Task item: Only an exact repetition of the entries counts as an answer.
** Opening Provided material block **
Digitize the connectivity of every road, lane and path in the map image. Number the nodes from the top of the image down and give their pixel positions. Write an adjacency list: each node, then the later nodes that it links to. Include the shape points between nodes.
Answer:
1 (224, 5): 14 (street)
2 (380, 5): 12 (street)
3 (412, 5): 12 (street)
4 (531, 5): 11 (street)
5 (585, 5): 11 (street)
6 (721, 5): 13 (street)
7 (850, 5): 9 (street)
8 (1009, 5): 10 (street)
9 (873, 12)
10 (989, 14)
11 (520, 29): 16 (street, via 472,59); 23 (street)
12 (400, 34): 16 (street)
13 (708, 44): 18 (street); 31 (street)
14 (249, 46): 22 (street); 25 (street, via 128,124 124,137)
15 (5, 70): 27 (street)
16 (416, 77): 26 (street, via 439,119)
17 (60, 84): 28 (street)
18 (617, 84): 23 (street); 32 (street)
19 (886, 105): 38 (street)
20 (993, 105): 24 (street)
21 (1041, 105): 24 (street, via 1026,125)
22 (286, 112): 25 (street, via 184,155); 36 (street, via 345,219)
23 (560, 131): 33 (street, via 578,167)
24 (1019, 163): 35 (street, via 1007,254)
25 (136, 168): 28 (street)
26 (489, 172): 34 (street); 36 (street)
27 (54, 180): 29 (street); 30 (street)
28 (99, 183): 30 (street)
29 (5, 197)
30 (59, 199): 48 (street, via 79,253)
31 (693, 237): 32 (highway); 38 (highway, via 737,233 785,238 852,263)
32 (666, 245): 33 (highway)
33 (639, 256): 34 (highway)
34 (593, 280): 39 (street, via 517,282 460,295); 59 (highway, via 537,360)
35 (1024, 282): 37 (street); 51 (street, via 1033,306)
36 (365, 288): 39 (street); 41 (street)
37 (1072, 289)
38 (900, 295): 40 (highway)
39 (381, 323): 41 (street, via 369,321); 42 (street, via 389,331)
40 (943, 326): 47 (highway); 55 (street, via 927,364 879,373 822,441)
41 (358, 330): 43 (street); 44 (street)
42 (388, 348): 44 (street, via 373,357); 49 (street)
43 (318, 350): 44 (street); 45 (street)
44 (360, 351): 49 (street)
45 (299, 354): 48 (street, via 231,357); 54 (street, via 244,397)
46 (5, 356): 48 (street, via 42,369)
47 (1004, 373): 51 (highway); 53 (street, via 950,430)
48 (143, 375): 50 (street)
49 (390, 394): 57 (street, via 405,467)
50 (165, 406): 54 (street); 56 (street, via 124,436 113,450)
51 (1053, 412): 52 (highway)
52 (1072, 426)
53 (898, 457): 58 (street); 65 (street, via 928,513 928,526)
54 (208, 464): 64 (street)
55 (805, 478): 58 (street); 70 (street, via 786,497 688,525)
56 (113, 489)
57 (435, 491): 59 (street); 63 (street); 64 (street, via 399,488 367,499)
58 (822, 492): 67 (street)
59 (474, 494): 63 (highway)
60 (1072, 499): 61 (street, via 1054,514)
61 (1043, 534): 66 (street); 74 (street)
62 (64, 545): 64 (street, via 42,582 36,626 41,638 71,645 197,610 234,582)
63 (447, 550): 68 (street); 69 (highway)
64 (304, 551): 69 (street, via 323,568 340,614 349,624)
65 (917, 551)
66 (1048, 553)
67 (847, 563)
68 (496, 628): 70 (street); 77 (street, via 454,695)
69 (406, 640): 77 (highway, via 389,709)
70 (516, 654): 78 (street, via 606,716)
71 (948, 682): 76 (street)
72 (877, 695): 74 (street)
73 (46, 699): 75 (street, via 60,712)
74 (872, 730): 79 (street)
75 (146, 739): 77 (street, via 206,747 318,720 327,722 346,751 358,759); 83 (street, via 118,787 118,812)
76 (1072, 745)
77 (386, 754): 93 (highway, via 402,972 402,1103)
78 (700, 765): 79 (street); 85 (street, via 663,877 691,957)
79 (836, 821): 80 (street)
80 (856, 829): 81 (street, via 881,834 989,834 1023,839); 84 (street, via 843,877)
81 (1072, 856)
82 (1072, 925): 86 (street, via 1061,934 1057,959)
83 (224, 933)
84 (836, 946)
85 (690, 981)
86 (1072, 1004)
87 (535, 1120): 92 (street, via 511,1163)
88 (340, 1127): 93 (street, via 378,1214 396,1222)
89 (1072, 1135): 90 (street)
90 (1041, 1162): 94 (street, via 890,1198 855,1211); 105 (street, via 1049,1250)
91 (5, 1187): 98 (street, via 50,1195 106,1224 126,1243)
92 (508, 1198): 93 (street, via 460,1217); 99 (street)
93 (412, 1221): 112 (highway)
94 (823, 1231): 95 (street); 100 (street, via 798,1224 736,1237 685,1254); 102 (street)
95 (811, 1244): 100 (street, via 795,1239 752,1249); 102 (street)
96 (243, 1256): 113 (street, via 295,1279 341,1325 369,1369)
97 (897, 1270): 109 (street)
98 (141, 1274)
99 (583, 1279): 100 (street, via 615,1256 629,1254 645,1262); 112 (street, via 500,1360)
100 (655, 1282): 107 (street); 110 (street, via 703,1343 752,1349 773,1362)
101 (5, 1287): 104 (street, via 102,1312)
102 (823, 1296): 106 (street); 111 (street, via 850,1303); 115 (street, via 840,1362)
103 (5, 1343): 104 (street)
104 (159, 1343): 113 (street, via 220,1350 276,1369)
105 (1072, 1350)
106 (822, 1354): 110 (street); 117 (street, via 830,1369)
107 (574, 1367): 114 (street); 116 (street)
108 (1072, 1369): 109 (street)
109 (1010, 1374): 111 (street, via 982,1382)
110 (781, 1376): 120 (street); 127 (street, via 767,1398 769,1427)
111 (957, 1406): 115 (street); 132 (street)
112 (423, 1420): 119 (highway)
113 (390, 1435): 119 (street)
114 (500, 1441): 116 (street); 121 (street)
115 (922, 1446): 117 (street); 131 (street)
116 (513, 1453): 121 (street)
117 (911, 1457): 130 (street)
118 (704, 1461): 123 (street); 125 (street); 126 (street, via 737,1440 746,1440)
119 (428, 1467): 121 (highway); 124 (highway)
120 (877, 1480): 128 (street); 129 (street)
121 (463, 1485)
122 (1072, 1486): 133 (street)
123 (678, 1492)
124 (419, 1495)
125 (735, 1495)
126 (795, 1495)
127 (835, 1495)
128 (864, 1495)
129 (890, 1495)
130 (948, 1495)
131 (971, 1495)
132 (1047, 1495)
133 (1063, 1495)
** Closing Provided material block **
Written reply:
Digitize the connectivity of every road, lane and path in the map image. Number the nodes from the top of the image down and give their pixel positions. Write an adjacency list: each node, then the later nodes that it links to. Include the shape points between nodes.
Answer:
1 (224, 5): 14 (street)
2 (380, 5): 12 (street)
3 (412, 5): 12 (street)
4 (531, 5): 11 (street)
5 (585, 5): 11 (street)
6 (721, 5): 13 (street)
7 (850, 5): 9 (street)
8 (1009, 5): 10 (street)
9 (873, 12)
10 (989, 14)
11 (520, 29): 16 (street, via 472,59); 23 (street)
12 (400, 34): 16 (street)
13 (708, 44): 18 (street); 31 (street)
14 (249, 46): 22 (street); 25 (street, via 128,124 124,137)
15 (5, 70): 27 (street)
16 (416, 77): 26 (street, via 439,119)
17 (60, 84): 28 (street)
18 (617, 84): 23 (street); 32 (street)
19 (886, 105): 38 (street)
20 (993, 105): 24 (street)
21 (1041, 105): 24 (street, via 1026,125)
22 (286, 112): 25 (street, via 184,155); 36 (street, via 345,219)
23 (560, 131): 33 (street, via 578,167)
24 (1019, 163): 35 (street, via 1007,254)
25 (136, 168): 28 (street)
26 (489, 172): 34 (street); 36 (street)
27 (54, 180): 29 (street); 30 (street)
28 (99, 183): 30 (street)
29 (5, 197)
30 (59, 199): 48 (street, via 79,253)
31 (693, 237): 32 (highway); 38 (highway, via 737,233 785,238 852,263)
32 (666, 245): 33 (highway)
33 (639, 256): 34 (highway)
34 (593, 280): 39 (street, via 517,282 460,295); 59 (highway, via 537,360)
35 (1024, 282): 37 (street); 51 (street, via 1033,306)
36 (365, 288): 39 (street); 41 (street)
37 (1072, 289)
38 (900, 295): 40 (highway)
39 (381, 323): 41 (street, via 369,321); 42 (street, via 389,331)
40 (943, 326): 47 (highway); 55 (street, via 927,364 879,373 822,441)
41 (358, 330): 43 (street); 44 (street)
42 (388, 348): 44 (street, via 373,357); 49 (street)
43 (318, 350): 44 (street); 45 (street)
44 (360, 351): 49 (street)
45 (299, 354): 48 (street, via 231,357); 54 (street, via 244,397)
46 (5, 356): 48 (street, via 42,369)
47 (1004, 373): 51 (highway); 53 (street, via 950,430)
48 (143, 375): 50 (street)
49 (390, 394): 57 (street, via 405,467)
50 (165, 406): 54 (street); 56 (street, via 124,436 113,450)
51 (1053, 412): 52 (highway)
52 (1072, 426)
53 (898, 457): 58 (street); 65 (street, via 928,513 928,526)
54 (208, 464): 64 (street)
55 (805, 478): 58 (street); 70 (street, via 786,497 688,525)
56 (113, 489)
57 (435, 491): 59 (street); 63 (street); 64 (street, via 399,488 367,499)
58 (822, 492): 67 (street)
59 (474, 494): 63 (highway)
60 (1072, 499): 61 (street, via 1054,514)
61 (1043, 534): 66 (street); 74 (street)
62 (64, 545): 64 (street, via 42,582 36,626 41,638 71,645 197,610 234,582)
63 (447, 550): 68 (street); 69 (highway)
64 (304, 551): 69 (street, via 323,568 340,614 349,624)
65 (917, 551)
66 (1048, 553)
67 (847, 563)
68 (496, 628): 70 (street); 77 (street, via 454,695)
69 (406, 640): 77 (highway, via 389,709)
70 (516, 654): 78 (street, via 606,716)
71 (948, 682): 76 (street)
72 (877, 695): 74 (street)
73 (46, 699): 75 (street, via 60,712)
74 (872, 730): 79 (street)
75 (146, 739): 77 (street, via 206,747 318,720 327,722 346,751 358,759); 83 (street, via 118,787 118,812)
76 (1072, 745)
77 (386, 754): 93 (highway, via 402,972 402,1103)
78 (700, 765): 79 (street); 85 (street, via 663,877 691,957)
79 (836, 821): 80 (street)
80 (856, 829): 81 (street, via 881,834 989,834 1023,839); 84 (street, via 843,877)
81 (1072, 856)
82 (1072, 925): 86 (street, via 1061,934 1057,959)
83 (224, 933)
84 (836, 946)
85 (690, 981)
86 (1072, 1004)
87 (535, 1120): 92 (street, via 511,1163)
88 (340, 1127): 93 (street, via 378,1214 396,1222)
89 (1072, 1135): 90 (street)
90 (1041, 1162): 94 (street, via 890,1198 855,1211); 105 (street, via 1049,1250)
91 (5, 1187): 98 (street, via 50,1195 106,1224 126,1243)
92 (508, 1198): 93 (street, via 460,1217); 99 (street)
93 (412, 1221): 112 (highway)
94 (823, 1231): 95 (street); 100 (street, via 798,1224 736,1237 685,1254); 102 (street)
95 (811, 1244): 100 (street, via 795,1239 752,1249); 102 (street)
96 (243, 1256): 113 (street, via 295,1279 341,1325 369,1369)
97 (897, 1270): 109 (street)
98 (141, 1274)
99 (583, 1279): 100 (street, via 615,1256 629,1254 645,1262); 112 (street, via 500,1360)
100 (655, 1282): 107 (street); 110 (street, via 703,1343 752,1349 773,1362)
101 (5, 1287): 104 (street, via 102,1312)
102 (823, 1296): 106 (street); 111 (street, via 850,1303); 115 (street, via 840,1362)
103 (5, 1343): 104 (street)
104 (159, 1343): 113 (street, via 220,1350 276,1369)
105 (1072, 1350)
106 (822, 1354): 110 (street); 117 (street, via 830,1369)
107 (574, 1367): 114 (street); 116 (street)
108 (1072, 1369): 109 (street)
109 (1010, 1374): 111 (street, via 982,1382)
110 (781, 1376): 120 (street); 127 (street, via 767,1398 769,1427)
111 (957, 1406): 115 (street); 132 (street)
112 (423, 1420): 119 (highway)
113 (390, 1435): 119 (street)
114 (500, 1441): 116 (street); 121 (street)
115 (922, 1446): 117 (street); 131 (street)
116 (513, 1453): 121 (street)
117 (911, 1457): 130 (street)
118 (704, 1461): 123 (street); 125 (street); 126 (street, via 737,1440 746,1440)
119 (428, 1467): 121 (highway); 124 (highway)
120 (877, 1480): 128 (street); 129 (street)
121 (463, 1485)
122 (1072, 1486): 133 (street)
123 (678, 1492)
124 (419, 1495)
125 (735, 1495)
126 (795, 1495)
127 (835, 1495)
128 (864, 1495)
129 (890, 1495)
130 (948, 1495)
131 (971, 1495)
132 (1047, 1495)
133 (1063, 1495)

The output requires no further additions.